- WHAT THE EXERCISE ASKS -
Your output should be the full listing, unchanged.

━━━━━━━━━━━━━━━━━━━━━━━━━━━━━━

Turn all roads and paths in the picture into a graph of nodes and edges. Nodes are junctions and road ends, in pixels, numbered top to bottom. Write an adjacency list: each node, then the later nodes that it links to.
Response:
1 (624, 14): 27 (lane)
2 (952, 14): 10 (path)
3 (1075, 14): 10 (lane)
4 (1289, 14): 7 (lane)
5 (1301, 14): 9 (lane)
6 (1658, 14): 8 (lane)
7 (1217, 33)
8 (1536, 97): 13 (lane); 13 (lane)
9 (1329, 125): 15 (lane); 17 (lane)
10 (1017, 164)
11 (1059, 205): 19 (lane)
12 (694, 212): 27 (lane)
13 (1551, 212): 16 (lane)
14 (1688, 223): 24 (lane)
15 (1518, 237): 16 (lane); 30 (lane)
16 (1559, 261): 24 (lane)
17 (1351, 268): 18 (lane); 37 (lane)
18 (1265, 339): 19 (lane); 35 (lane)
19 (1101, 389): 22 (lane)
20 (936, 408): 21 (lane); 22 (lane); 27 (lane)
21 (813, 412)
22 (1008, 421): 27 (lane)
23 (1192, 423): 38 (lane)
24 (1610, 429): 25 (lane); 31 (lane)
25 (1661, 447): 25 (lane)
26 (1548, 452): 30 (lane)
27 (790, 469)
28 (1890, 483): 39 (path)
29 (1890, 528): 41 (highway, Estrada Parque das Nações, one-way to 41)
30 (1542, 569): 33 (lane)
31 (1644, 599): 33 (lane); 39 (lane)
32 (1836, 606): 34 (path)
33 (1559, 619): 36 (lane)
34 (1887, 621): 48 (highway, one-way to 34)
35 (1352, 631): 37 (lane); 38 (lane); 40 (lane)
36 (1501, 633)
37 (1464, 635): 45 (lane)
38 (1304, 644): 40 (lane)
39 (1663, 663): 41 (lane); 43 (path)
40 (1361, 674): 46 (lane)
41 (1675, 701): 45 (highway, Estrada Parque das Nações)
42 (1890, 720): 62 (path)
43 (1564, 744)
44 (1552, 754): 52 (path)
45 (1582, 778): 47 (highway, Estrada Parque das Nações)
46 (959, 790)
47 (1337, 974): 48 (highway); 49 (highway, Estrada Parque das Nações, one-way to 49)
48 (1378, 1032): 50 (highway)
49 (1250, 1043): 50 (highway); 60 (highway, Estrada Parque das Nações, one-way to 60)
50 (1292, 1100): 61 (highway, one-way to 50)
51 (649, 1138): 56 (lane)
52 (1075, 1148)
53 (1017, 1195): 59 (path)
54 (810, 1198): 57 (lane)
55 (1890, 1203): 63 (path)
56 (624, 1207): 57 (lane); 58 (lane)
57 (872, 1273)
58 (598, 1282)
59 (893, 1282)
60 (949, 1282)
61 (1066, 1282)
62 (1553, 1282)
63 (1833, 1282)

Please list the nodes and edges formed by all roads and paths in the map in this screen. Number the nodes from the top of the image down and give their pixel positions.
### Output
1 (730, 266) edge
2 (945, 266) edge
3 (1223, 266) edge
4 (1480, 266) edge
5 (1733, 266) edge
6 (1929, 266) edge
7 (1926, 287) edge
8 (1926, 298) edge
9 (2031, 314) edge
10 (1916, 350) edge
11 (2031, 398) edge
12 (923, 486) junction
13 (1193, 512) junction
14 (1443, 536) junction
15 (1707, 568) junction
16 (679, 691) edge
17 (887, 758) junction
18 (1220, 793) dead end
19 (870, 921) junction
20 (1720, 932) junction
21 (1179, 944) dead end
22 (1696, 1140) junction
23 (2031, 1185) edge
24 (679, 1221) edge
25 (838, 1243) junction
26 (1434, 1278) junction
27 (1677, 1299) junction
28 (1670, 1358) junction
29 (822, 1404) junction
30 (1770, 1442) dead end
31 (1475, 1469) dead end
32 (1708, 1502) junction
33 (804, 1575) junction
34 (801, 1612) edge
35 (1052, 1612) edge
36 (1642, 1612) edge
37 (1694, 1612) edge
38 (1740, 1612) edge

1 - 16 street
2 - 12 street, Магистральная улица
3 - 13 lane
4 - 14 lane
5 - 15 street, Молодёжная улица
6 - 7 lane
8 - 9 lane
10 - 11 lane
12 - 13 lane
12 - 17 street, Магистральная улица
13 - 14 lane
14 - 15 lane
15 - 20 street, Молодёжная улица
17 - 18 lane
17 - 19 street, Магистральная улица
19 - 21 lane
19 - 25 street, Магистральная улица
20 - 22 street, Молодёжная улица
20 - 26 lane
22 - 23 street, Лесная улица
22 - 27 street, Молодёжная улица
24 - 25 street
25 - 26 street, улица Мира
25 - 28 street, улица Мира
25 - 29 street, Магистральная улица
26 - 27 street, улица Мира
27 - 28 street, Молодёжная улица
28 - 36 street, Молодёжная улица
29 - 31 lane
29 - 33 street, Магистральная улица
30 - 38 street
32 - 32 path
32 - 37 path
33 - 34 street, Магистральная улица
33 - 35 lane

━━━━━━━━━━━━━━━━━━━━━━━━━━━━━━

- RESULT OF THIS EXERCISE -
Turn all roads and paths in the picture into a graph of nodes and edges. Nodes are junctions and road ends, in pixels, numbered top to bottom. Write an adjacency list: each node, then the later nodes that it links to.
Response:
1 (624, 14): 27 (lane)
2 (952, 14): 10 (path)
3 (1075, 14): 10 (lane)
4 (1289, 14): 7 (lane)
5 (1301, 14): 9 (lane)
6 (1658, 14): 8 (lane)
7 (1217, 33)
8 (1536, 97): 13 (lane); 13 (lane)
9 (1329, 125): 15 (lane); 17 (lane)
10 (1017, 164)
11 (1059, 205): 19 (lane)
12 (694, 212): 27 (lane)
13 (1551, 212): 16 (lane)
14 (1688, 223): 24 (lane)
15 (1518, 237): 16 (lane); 30 (lane)
16 (1559, 261): 24 (lane)
17 (1351, 268): 18 (lane); 37 (lane)
18 (1265, 339): 19 (lane); 35 (lane)
19 (1101, 389): 22 (lane)
20 (936, 408): 21 (lane); 22 (lane); 27 (lane)
21 (813, 412)
22 (1008, 421): 27 (lane)
23 (1192, 423): 38 (lane)
24 (1610, 429): 25 (lane); 31 (lane)
25 (1661, 447): 25 (lane)
26 (1548, 452): 30 (lane)
27 (790, 469)
28 (1890, 483): 39 (path)
29 (1890, 528): 41 (highway, Estrada Parque das Nações, one-way to 41)
30 (1542, 569): 33 (lane)
31 (1644, 599): 33 (lane); 39 (lane)
32 (1836, 606): 34 (path)
33 (1559, 619): 36 (lane)
34 (1887, 621): 48 (highway, one-way to 34)
35 (1352, 631): 37 (lane); 38 (lane); 40 (lane)
36 (1501, 633)
37 (1464, 635): 45 (lane)
38 (1304, 644): 40 (lane)
39 (1663, 663): 41 (lane); 43 (path)
40 (1361, 674): 46 (lane)
41 (1675, 701): 45 (highway, Estrada Parque das Nações)
42 (1890, 720): 62 (path)
43 (1564, 744)
44 (1552, 754): 52 (path)
45 (1582, 778): 47 (highway, Estrada Parque das Nações)
46 (959, 790)
47 (1337, 974): 48 (highway); 49 (highway, Estrada Parque das Nações, one-way to 49)
48 (1378, 1032): 50 (highway)
49 (1250, 1043): 50 (highway); 60 (highway, Estrada Parque das Nações, one-way to 60)
50 (1292, 1100): 61 (highway, one-way to 50)
51 (649, 1138): 56 (lane)
52 (1075, 1148)
53 (1017, 1195): 59 (path)
54 (810, 1198): 57 (lane)
55 (1890, 1203): 63 (path)
56 (624, 1207): 57 (lane); 58 (lane)
57 (872, 1273)
58 (598, 1282)
59 (893, 1282)
60 (949, 1282)
61 (1066, 1282)
62 (1553, 1282)
63 (1833, 1282)

Please list the nodes and edges formed by all roads and paths in the map in this screen. Number the nodes from the top of the image down and give their pixel positions.
### Output
1 (730, 266) edge
2 (945, 266) edge
3 (1223, 266) edge
4 (1480, 266) edge
5 (1733, 266) edge
6 (1929, 266) edge
7 (1926, 287) edge
8 (1926, 298) edge
9 (2031, 314) edge
10 (1916, 350) edge
11 (2031, 398) edge
12 (923, 486) junction
13 (1193, 512) junction
14 (1443, 536) junction
15 (1707, 568) junction
16 (679, 691) edge
17 (887, 758) junction
18 (1220, 793) dead end
19 (870, 921) junction
20 (1720, 932) junction
21 (1179, 944) dead end
22 (1696, 1140) junction
23 (2031, 1185) edge
24 (679, 1221) edge
25 (838, 1243) junction
26 (1434, 1278) junction
27 (1677, 1299) junction
28 (1670, 1358) junction
29 (822, 1404) junction
30 (1770, 1442) dead end
31 (1475, 1469) dead end
32 (1708, 1502) junction
33 (804, 1575) junction
34 (801, 1612) edge
35 (1052, 1612) edge
36 (1642, 1612) edge
37 (1694, 1612) edge
38 (1740, 1612) edge

1 - 16 street
2 - 12 street, Магистральная улица
3 - 13 lane
4 - 14 lane
5 - 15 street, Молодёжная улица
6 - 7 lane
8 - 9 lane
10 - 11 lane
12 - 13 lane
12 - 17 street, Магистральная улица
13 - 14 lane
14 - 15 lane
15 - 20 street, Молодёжная улица
17 - 18 lane
17 - 19 street, Магистральная улица
19 - 21 lane
19 - 25 street, Магистральная улица
20 - 22 street, Молодёжная улица
20 - 26 lane
22 - 23 street, Лесная улица
22 - 27 street, Молодёжная улица
24 - 25 street
25 - 26 street, улица Мира
25 - 28 street, улица Мира
25 - 29 street, Магистральная улица
26 - 27 street, улица Мира
27 - 28 street, Молодёжная улица
28 - 36 street, Молодёжная улица
29 - 31 lane
29 - 33 street, Магистральная улица
30 - 38 street
32 - 32 path
32 - 37 path
33 - 34 street, Магистральная улица
33 - 35 lane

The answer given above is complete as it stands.